A graduate in social work from Bosco Institute, Jorhat , Clinton has worked extensively on various local, national and international projects in the areas of gender, child and youth welfare, refugees and peace development. He conceptualised the Social Change Photography project in 2016 where he uses photography as a tool in foregrounding social issues. His works have been represented at exhibitions in Shillong, Jorhat, Mumbai, Germany and Netherlands.  He has also initiated the AIESEC Shillong branch in 2016. 

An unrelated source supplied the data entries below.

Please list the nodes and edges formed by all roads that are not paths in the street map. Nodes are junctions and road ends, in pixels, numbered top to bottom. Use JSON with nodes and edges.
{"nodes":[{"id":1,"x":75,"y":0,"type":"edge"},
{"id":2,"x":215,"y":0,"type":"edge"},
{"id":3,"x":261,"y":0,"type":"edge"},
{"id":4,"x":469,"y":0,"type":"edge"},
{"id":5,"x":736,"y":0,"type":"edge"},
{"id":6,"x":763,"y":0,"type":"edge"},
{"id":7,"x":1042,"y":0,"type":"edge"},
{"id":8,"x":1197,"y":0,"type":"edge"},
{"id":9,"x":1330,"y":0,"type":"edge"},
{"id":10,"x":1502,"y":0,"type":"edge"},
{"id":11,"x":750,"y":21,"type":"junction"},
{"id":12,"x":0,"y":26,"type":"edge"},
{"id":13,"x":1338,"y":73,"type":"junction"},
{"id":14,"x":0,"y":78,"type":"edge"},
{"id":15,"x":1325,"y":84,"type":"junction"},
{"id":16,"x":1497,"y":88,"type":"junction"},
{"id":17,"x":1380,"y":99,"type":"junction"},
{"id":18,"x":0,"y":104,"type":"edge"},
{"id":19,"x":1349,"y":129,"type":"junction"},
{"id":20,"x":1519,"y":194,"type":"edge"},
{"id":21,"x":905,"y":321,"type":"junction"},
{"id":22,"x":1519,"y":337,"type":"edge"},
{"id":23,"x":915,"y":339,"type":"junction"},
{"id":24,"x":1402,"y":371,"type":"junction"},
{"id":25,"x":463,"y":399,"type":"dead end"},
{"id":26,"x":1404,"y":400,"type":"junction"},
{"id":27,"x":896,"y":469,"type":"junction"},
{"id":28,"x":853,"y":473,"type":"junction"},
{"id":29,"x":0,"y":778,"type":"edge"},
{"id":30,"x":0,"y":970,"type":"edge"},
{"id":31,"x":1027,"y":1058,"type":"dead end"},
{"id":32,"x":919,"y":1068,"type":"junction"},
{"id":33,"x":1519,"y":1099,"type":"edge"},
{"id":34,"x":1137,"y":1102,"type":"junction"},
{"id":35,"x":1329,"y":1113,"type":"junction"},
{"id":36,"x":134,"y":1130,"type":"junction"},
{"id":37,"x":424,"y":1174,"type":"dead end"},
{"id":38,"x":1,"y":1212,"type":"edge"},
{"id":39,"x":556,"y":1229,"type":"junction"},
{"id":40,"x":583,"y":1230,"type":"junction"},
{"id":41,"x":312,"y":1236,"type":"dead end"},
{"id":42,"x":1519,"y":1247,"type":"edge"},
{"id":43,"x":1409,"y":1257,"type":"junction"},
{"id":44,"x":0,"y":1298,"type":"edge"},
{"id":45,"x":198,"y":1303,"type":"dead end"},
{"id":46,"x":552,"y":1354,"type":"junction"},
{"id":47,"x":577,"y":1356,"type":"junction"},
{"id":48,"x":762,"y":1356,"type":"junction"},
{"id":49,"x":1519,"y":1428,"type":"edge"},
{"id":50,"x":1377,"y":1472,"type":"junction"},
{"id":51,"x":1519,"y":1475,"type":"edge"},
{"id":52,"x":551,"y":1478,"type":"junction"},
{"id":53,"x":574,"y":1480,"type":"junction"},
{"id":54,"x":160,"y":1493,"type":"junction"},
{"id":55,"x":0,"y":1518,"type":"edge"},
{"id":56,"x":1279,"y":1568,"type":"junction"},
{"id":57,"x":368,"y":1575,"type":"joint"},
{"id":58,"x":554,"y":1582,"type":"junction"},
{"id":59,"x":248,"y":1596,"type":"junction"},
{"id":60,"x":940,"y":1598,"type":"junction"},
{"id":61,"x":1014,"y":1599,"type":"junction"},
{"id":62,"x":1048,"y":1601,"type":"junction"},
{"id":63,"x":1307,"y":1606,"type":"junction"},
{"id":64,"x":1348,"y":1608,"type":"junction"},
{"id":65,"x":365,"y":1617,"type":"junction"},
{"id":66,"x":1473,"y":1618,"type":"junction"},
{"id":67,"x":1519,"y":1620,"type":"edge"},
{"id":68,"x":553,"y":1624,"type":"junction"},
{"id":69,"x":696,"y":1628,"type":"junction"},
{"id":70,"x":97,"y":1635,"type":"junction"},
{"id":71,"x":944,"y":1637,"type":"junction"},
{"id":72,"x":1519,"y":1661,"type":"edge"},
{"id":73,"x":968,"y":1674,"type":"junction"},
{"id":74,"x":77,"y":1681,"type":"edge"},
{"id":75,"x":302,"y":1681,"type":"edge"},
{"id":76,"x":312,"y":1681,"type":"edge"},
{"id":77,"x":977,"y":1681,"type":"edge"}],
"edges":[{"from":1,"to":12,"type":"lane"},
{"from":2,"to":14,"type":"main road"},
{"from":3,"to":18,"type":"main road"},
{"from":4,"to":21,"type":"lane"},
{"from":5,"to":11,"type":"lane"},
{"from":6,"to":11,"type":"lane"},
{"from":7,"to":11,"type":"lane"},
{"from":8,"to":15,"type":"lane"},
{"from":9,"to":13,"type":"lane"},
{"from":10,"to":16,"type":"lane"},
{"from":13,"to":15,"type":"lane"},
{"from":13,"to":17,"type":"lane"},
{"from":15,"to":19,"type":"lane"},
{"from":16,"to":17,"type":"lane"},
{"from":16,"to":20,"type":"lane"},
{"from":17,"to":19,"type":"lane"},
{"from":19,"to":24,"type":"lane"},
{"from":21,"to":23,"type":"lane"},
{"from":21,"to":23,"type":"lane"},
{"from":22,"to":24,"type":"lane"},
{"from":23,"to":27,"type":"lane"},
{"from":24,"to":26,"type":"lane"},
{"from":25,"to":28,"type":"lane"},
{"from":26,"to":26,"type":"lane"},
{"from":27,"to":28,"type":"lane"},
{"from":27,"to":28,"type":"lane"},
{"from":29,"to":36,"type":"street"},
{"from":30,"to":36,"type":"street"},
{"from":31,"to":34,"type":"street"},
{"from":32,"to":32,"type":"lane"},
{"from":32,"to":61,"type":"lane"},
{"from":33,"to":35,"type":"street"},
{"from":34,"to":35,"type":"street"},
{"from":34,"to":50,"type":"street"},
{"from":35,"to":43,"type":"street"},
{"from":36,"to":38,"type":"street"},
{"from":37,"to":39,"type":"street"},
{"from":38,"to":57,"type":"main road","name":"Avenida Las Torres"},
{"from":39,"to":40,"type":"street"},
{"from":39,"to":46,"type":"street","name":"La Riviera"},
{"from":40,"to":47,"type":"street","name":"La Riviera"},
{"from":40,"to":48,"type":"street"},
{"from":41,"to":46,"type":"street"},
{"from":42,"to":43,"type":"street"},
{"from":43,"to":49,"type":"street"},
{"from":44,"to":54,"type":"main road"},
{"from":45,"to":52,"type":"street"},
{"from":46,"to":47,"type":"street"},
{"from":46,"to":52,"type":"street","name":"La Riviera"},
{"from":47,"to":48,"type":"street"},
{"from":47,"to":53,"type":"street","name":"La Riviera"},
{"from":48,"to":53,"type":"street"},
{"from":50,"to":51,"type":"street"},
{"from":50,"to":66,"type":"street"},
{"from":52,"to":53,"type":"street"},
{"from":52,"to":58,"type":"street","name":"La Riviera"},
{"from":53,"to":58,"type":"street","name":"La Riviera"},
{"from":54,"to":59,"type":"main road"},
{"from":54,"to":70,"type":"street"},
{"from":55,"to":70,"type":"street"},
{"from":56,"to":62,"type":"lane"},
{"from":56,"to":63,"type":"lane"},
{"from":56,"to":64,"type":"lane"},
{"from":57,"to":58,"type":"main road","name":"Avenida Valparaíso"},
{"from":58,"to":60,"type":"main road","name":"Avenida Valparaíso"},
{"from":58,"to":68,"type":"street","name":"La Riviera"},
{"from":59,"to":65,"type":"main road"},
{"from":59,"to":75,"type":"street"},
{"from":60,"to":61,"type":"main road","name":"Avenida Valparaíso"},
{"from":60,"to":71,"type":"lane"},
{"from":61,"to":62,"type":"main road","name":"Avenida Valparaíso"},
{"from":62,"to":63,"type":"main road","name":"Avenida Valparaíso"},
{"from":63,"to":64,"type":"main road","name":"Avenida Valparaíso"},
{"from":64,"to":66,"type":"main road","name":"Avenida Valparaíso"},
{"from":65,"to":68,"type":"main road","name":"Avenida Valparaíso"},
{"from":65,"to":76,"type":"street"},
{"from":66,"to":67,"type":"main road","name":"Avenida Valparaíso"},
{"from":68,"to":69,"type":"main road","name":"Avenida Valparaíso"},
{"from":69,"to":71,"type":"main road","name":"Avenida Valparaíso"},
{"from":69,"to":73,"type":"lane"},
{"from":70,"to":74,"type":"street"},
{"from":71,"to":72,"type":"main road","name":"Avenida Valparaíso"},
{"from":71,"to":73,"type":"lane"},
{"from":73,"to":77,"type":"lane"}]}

These images were captured in a village market near Shillong in June 2020, as women traders slowly started rebuilding their lives after three months of lockdown. Despite Meghalaya having a matrilineal society, women here face various challenges in their day-to-day lives, especially women from low socio-economic backgrounds. These photographs attempt to document these challenges as women’s roles remain unchanged before, during and after the pandemic.

Phulmoni Das

Academically she is engaged in the department of Political Science, Government Model College, Deithor, Karbianglong.. She has been engaging herself in knowing subaltern politics and completed her PhD and Mphil in subaltern politics with special reference to Tea Garden Community of Assam from Dibrugarh University. Her photographic works have previously been represented at the Through Her Lens: Reframing the Domestic exhibition. She loves to take photographs as she believes that ‘picture speaks’. 

This photo series questions women’s access to public spaces in various ways—prohibition on entering places of worship, safety of women at work, health and sanitation facilities etc. During my conversations with the Karbi women vendors, who come to Golaghat to sell vegetables every Sunday, they spoke of the lack of basic facilities such as public toilets in these weekly market areas. These women sometimes use toilets in the neighbouring houses but most often are not allowed to access the private toilets whereas this issue never bothers a man as it does not involve privacy and security.